Tuesday, April 19, 2011

Harassment bribes and corruption

Popular stereotypes of corruption can be classified into two broad categories - administrative and harassment corruption.

Those like the 2G spectrum and mining lease allotment, and CWG procurement scams are examples of administrative corruption. In such cases, either the administrative processes themselves are tweaked or its implementation is subverted to suit preferred parties. However, the more ubiquitous form of corruption involves the harassment of citizens by government officials through demands for bribes to access public services.

Though both forms of corruption are bad, harassment corruption is more debilitiating and generates widespread inefficiencies. It is the form of corruption that citizens are likely to encounter as part of their daily lives. Unlike administrative corruption, which exists in some form or the other in all countries (for example, the manner in which the TARP bailout was administered in the US smacks of administrative corruption), harassment corruption is very rare among the developed countries.

Here is a graphic of such harassment bribes from the latest Global Corruption Barometer about the bribes paid by ordinary members of the public to at least one of nine different service providers, including customs, education, medical services and the judiciary.

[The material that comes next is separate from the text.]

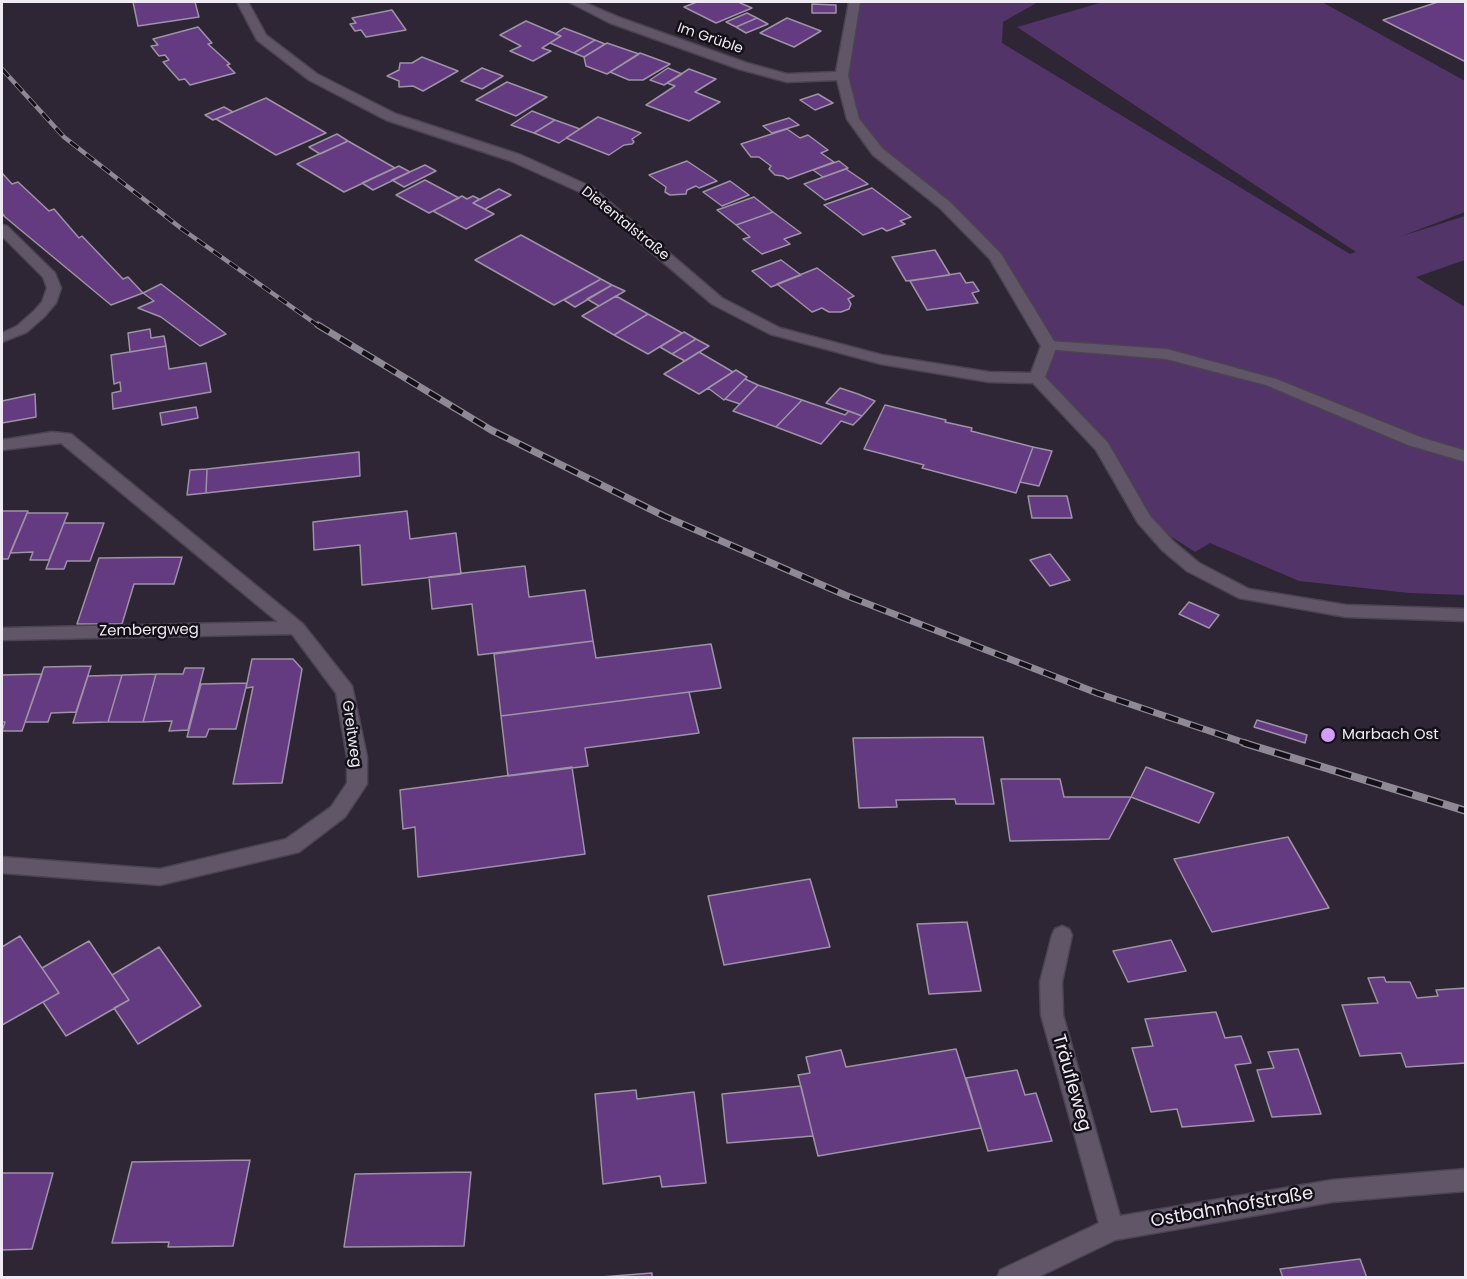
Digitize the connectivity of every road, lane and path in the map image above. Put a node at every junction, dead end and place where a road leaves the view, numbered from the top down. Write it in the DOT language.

As the graphic indicates, India stands at the top in harassment corruption. More than half the citizens reported to have paid bribes to access atleast one of the nine most essential public services in the past 12 months. Addressing this corruption should form the major anti-corruption priority of governments across developing countries.

If the Anna Hazare led anti-corruption movement in India is to have any impact on the lives of ordinary Indians, it needs to go beyond top-down regulatory quick-fixes like Lok Pal Bill. It needs to adopt more systemic and incentives-based approaches to lowering corruption (see this, this, and this). But these are mostly un-glamorous and incremental administrative innovations whose implementation is highly context-specific, and are not amenable to being reduced into populist slogans.

2 comments:

Anonymous said...

Gulzar,

A fairly regular reader of your blog. And you have touched the issue of "harassment corruption" spot on. Just to add, while the MGNREGA and its delivery system is a top-down fix in terms of ensuring wage delivery to beneficiaries, one has heard (even now) of "organised cuts" at the Bank teller counter (when beneficiary goes to withdraw) and the Post Office (where bank accounts are still not done). This would fall into the harassment category and interestingly has continued with the logic of x% for each category of players within and without the district. Interestingly, it has now brought the PO/Bank staffers also into the ambit of interested stakeholders!

In a country like ours (or maybe this is true of most developing countries), top-down fixes work for a short-term before a "jugad" is perfected to ensure continued flows! Depressing, but also innovative?

Wonder whether you have more examples of systemic/incentive-based approaches to choking this flow, in Indian contexts.

Anonymous said...

it is obvious to tag corruption as social evil.but it is unfortunate that people clssify corruption as royal and crude as well. the curde is more blatant with ' going along with the system. the royal is more dangerous like win- win situation.it is no un common that the beauracrats, especially collector , preach anti corruption and do exactly opposite. how many of them are true to their values.
they use government servants at home, use government vehicles at home of subordinates, provisions from PDS, and what not.